* PROBLEM STATEMENT:
What you return must match the records below character for character, except that no picture appears.

* DATA SUPPLIED:
____

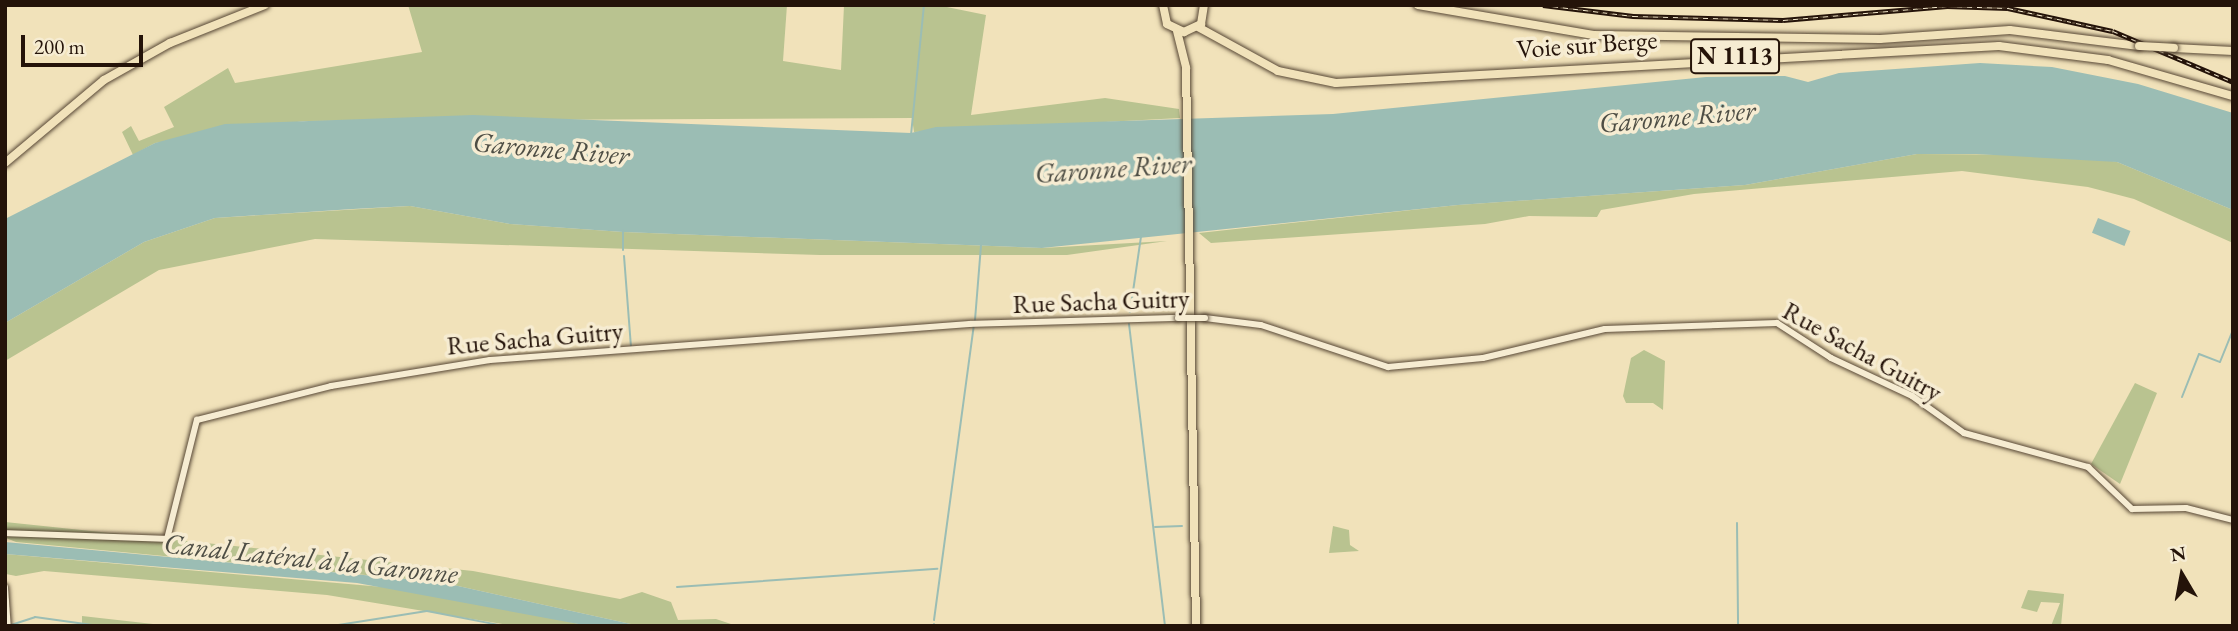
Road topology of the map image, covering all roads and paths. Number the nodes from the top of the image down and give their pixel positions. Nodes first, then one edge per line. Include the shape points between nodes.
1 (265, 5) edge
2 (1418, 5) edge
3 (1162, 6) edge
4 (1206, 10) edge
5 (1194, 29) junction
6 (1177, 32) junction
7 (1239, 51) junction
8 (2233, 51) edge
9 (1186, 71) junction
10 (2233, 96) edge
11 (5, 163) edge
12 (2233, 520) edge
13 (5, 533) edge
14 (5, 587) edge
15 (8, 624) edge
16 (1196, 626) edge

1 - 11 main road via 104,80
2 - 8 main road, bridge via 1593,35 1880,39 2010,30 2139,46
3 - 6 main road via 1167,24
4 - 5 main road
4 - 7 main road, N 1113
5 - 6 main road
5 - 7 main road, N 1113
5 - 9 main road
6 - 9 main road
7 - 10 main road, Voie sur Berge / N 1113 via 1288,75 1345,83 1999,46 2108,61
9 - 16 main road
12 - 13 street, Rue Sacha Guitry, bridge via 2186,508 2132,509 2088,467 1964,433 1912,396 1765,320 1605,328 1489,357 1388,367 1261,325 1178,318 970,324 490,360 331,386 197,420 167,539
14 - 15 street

____

* WRITTEN SOLUTION:
Road topology of the map image, covering all roads and paths. Number the nodes from the top of the image down and give their pixel positions. Nodes first, then one edge per line. Include the shape points between nodes.
1 (265, 5) edge
2 (1418, 5) edge
3 (1162, 6) edge
4 (1206, 10) edge
5 (1194, 29) junction
6 (1177, 32) junction
7 (1239, 51) junction
8 (2233, 51) edge
9 (1186, 71) junction
10 (2233, 96) edge
11 (5, 163) edge
12 (2233, 520) edge
13 (5, 533) edge
14 (5, 587) edge
15 (8, 624) edge
16 (1196, 626) edge

1 - 11 main road via 104,80
2 - 8 main road, bridge via 1593,35 1880,39 2010,30 2139,46
3 - 6 main road via 1167,24
4 - 5 main road
4 - 7 main road, N 1113
5 - 6 main road
5 - 7 main road, N 1113
5 - 9 main road
6 - 9 main road
7 - 10 main road, Voie sur Berge / N 1113 via 1288,75 1345,83 1999,46 2108,61
9 - 16 main road
12 - 13 street, Rue Sacha Guitry, bridge via 2186,508 2132,509 2088,467 1964,433 1912,396 1765,320 1605,328 1489,357 1388,367 1261,325 1178,318 970,324 490,360 331,386 197,420 167,539
14 - 15 street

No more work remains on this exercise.